[Information shown]
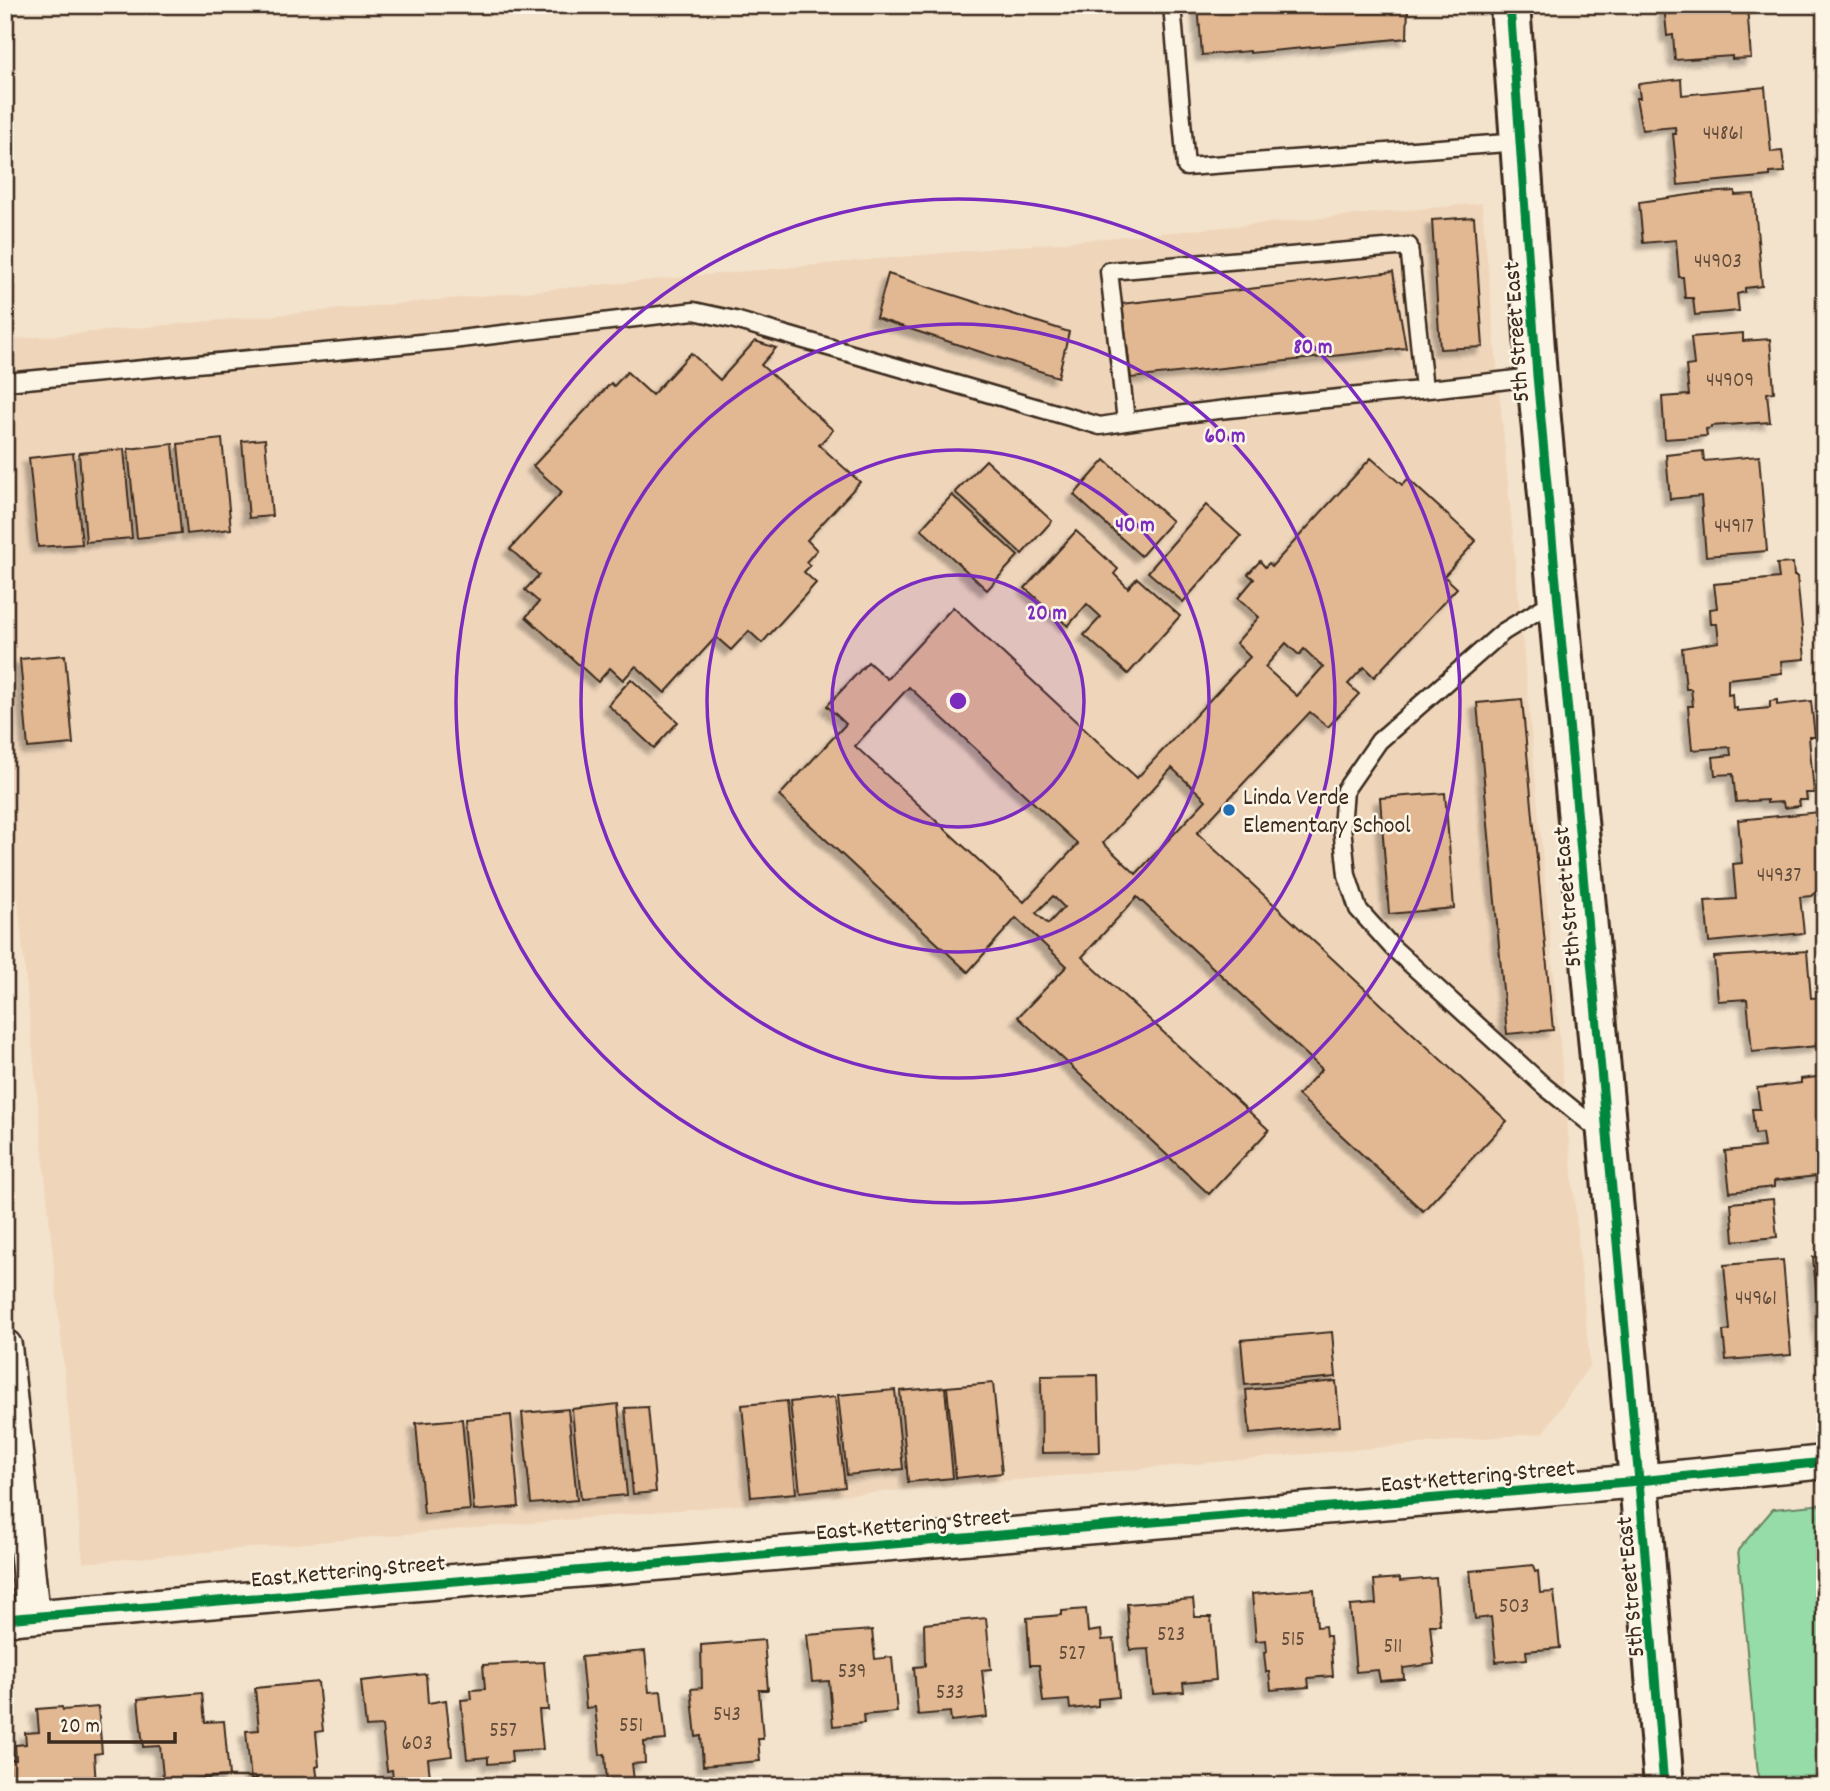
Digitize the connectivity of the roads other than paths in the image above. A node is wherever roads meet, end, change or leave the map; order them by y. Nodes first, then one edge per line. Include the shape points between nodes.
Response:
1 (1172, 5) edge
2 (1510, 5) edge
3 (1520, 142) junction
4 (1537, 376) junction
5 (5, 382) edge
6 (1424, 389) junction
7 (1126, 421) junction
8 (1558, 599) junction
9 (1607, 1137) junction
10 (5, 1346) edge
11 (1825, 1462) edge
12 (1639, 1480) junction
13 (19, 1618) edge
14 (1664, 1786) edge

1 - 3 lane via 1186,167
2 - 3 street, 5th Street East
3 - 4 street, 5th Street East
4 - 6 lane
4 - 8 street, 5th Street East
5 - 7 lane via 438,341 694,311 1100,426
6 - 7 lane
6 - 7 lane via 1409,246 1109,271
8 - 9 street, 5th Street East
8 - 9 lane via 1503,632 1379,741 1345,790 1342,827 1347,875 1358,909 1392,947 1544,1086
9 - 12 street, 5th Street East
10 - 13 street
11 - 12 street, East Kettering Street
12 - 13 street, East Kettering Street
12 - 14 street, 5th Street East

[Your instructions] For the material above, give every line again exactly and leave out the pictures.

[Your solution]
Digitize the connectivity of the roads other than paths in the image above. A node is wherever roads meet, end, change or leave the map; order them by y. Nodes first, then one edge per line. Include the shape points between nodes.
Response:
1 (1172, 5) edge
2 (1510, 5) edge
3 (1520, 142) junction
4 (1537, 376) junction
5 (5, 382) edge
6 (1424, 389) junction
7 (1126, 421) junction
8 (1558, 599) junction
9 (1607, 1137) junction
10 (5, 1346) edge
11 (1825, 1462) edge
12 (1639, 1480) junction
13 (19, 1618) edge
14 (1664, 1786) edge

1 - 3 lane via 1186,167
2 - 3 street, 5th Street East
3 - 4 street, 5th Street East
4 - 6 lane
4 - 8 street, 5th Street East
5 - 7 lane via 438,341 694,311 1100,426
6 - 7 lane
6 - 7 lane via 1409,246 1109,271
8 - 9 street, 5th Street East
8 - 9 lane via 1503,632 1379,741 1345,790 1342,827 1347,875 1358,909 1392,947 1544,1086
9 - 12 street, 5th Street East
10 - 13 street
11 - 12 street, East Kettering Street
12 - 13 street, East Kettering Street
12 - 14 street, 5th Street East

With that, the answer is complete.